§ **The task**:
What the task needs is the data below, written out verbatim.

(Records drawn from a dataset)

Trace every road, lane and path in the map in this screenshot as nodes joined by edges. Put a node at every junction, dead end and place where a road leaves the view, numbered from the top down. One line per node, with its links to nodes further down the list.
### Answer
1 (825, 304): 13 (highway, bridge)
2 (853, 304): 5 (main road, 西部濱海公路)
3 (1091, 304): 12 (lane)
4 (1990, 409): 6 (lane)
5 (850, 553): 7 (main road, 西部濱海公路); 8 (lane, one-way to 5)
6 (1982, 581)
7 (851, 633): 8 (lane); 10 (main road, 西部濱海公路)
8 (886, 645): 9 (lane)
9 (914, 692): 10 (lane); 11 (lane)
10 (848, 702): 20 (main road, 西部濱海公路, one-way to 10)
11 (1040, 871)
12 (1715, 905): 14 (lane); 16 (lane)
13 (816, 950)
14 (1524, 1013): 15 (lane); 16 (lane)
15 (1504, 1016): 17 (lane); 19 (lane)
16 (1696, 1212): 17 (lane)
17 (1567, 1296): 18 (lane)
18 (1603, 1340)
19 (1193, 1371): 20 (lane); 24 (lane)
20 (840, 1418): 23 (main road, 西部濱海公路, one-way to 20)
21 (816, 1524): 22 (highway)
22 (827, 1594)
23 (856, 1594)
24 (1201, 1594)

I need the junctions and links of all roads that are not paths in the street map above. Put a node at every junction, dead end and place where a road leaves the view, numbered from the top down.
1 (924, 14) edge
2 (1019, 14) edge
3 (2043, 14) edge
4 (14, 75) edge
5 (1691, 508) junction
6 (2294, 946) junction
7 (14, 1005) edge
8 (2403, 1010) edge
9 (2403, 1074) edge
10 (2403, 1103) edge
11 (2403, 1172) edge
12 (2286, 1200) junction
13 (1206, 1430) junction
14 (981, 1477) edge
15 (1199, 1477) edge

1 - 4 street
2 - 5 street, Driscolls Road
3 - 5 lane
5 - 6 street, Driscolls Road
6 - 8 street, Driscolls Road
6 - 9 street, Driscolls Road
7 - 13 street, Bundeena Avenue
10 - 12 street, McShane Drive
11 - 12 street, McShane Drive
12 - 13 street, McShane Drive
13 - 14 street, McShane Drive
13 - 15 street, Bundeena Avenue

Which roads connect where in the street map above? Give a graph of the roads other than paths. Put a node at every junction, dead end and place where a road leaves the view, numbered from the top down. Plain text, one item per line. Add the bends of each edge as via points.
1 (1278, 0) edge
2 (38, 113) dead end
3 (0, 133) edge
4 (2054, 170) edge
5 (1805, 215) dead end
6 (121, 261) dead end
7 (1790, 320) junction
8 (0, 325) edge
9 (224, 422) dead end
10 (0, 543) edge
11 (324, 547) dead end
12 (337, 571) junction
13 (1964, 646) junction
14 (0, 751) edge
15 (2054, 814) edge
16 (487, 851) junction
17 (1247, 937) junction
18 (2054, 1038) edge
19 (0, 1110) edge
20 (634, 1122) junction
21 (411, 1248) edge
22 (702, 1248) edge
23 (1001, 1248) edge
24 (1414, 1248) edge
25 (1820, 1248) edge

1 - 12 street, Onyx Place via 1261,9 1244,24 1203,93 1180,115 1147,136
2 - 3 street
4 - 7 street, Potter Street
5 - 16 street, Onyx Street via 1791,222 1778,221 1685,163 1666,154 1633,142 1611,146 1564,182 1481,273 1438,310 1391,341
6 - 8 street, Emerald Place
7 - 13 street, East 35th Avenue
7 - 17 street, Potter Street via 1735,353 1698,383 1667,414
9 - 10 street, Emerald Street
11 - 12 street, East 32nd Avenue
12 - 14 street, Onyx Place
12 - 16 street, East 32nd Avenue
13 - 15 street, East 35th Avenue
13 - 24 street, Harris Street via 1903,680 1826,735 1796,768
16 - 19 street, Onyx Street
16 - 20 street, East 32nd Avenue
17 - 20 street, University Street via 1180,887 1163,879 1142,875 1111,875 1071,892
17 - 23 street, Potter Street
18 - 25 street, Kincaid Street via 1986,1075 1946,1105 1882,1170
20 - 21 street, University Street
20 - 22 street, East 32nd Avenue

§ **Task answer**:
Trace every road, lane and path in the map in this screenshot as nodes joined by edges. Put a node at every junction, dead end and place where a road leaves the view, numbered from the top down. One line per node, with its links to nodes further down the list.
### Answer
1 (825, 304): 13 (highway, bridge)
2 (853, 304): 5 (main road, 西部濱海公路)
3 (1091, 304): 12 (lane)
4 (1990, 409): 6 (lane)
5 (850, 553): 7 (main road, 西部濱海公路); 8 (lane, one-way to 5)
6 (1982, 581)
7 (851, 633): 8 (lane); 10 (main road, 西部濱海公路)
8 (886, 645): 9 (lane)
9 (914, 692): 10 (lane); 11 (lane)
10 (848, 702): 20 (main road, 西部濱海公路, one-way to 10)
11 (1040, 871)
12 (1715, 905): 14 (lane); 16 (lane)
13 (816, 950)
14 (1524, 1013): 15 (lane); 16 (lane)
15 (1504, 1016): 17 (lane); 19 (lane)
16 (1696, 1212): 17 (lane)
17 (1567, 1296): 18 (lane)
18 (1603, 1340)
19 (1193, 1371): 20 (lane); 24 (lane)
20 (840, 1418): 23 (main road, 西部濱海公路, one-way to 20)
21 (816, 1524): 22 (highway)
22 (827, 1594)
23 (856, 1594)
24 (1201, 1594)

I need the junctions and links of all roads that are not paths in the street map above. Put a node at every junction, dead end and place where a road leaves the view, numbered from the top down.
1 (924, 14) edge
2 (1019, 14) edge
3 (2043, 14) edge
4 (14, 75) edge
5 (1691, 508) junction
6 (2294, 946) junction
7 (14, 1005) edge
8 (2403, 1010) edge
9 (2403, 1074) edge
10 (2403, 1103) edge
11 (2403, 1172) edge
12 (2286, 1200) junction
13 (1206, 1430) junction
14 (981, 1477) edge
15 (1199, 1477) edge

1 - 4 street
2 - 5 street, Driscolls Road
3 - 5 lane
5 - 6 street, Driscolls Road
6 - 8 street, Driscolls Road
6 - 9 street, Driscolls Road
7 - 13 street, Bundeena Avenue
10 - 12 street, McShane Drive
11 - 12 street, McShane Drive
12 - 13 street, McShane Drive
13 - 14 street, McShane Drive
13 - 15 street, Bundeena Avenue

Which roads connect where in the street map above? Give a graph of the roads other than paths. Put a node at every junction, dead end and place where a road leaves the view, numbered from the top down. Plain text, one item per line. Add the bends of each edge as via points.
1 (1278, 0) edge
2 (38, 113) dead end
3 (0, 133) edge
4 (2054, 170) edge
5 (1805, 215) dead end
6 (121, 261) dead end
7 (1790, 320) junction
8 (0, 325) edge
9 (224, 422) dead end
10 (0, 543) edge
11 (324, 547) dead end
12 (337, 571) junction
13 (1964, 646) junction
14 (0, 751) edge
15 (2054, 814) edge
16 (487, 851) junction
17 (1247, 937) junction
18 (2054, 1038) edge
19 (0, 1110) edge
20 (634, 1122) junction
21 (411, 1248) edge
22 (702, 1248) edge
23 (1001, 1248) edge
24 (1414, 1248) edge
25 (1820, 1248) edge

1 - 12 street, Onyx Place via 1261,9 1244,24 1203,93 1180,115 1147,136
2 - 3 street
4 - 7 street, Potter Street
5 - 16 street, Onyx Street via 1791,222 1778,221 1685,163 1666,154 1633,142 1611,146 1564,182 1481,273 1438,310 1391,341
6 - 8 street, Emerald Place
7 - 13 street, East 35th Avenue
7 - 17 street, Potter Street via 1735,353 1698,383 1667,414
9 - 10 street, Emerald Street
11 - 12 street, East 32nd Avenue
12 - 14 street, Onyx Place
12 - 16 street, East 32nd Avenue
13 - 15 street, East 35th Avenue
13 - 24 street, Harris Street via 1903,680 1826,735 1796,768
16 - 19 street, Onyx Street
16 - 20 street, East 32nd Avenue
17 - 20 street, University Street via 1180,887 1163,879 1142,875 1111,875 1071,892
17 - 23 street, Potter Street
18 - 25 street, Kincaid Street via 1986,1075 1946,1105 1882,1170
20 - 21 street, University Street
20 - 22 street, East 32nd Avenue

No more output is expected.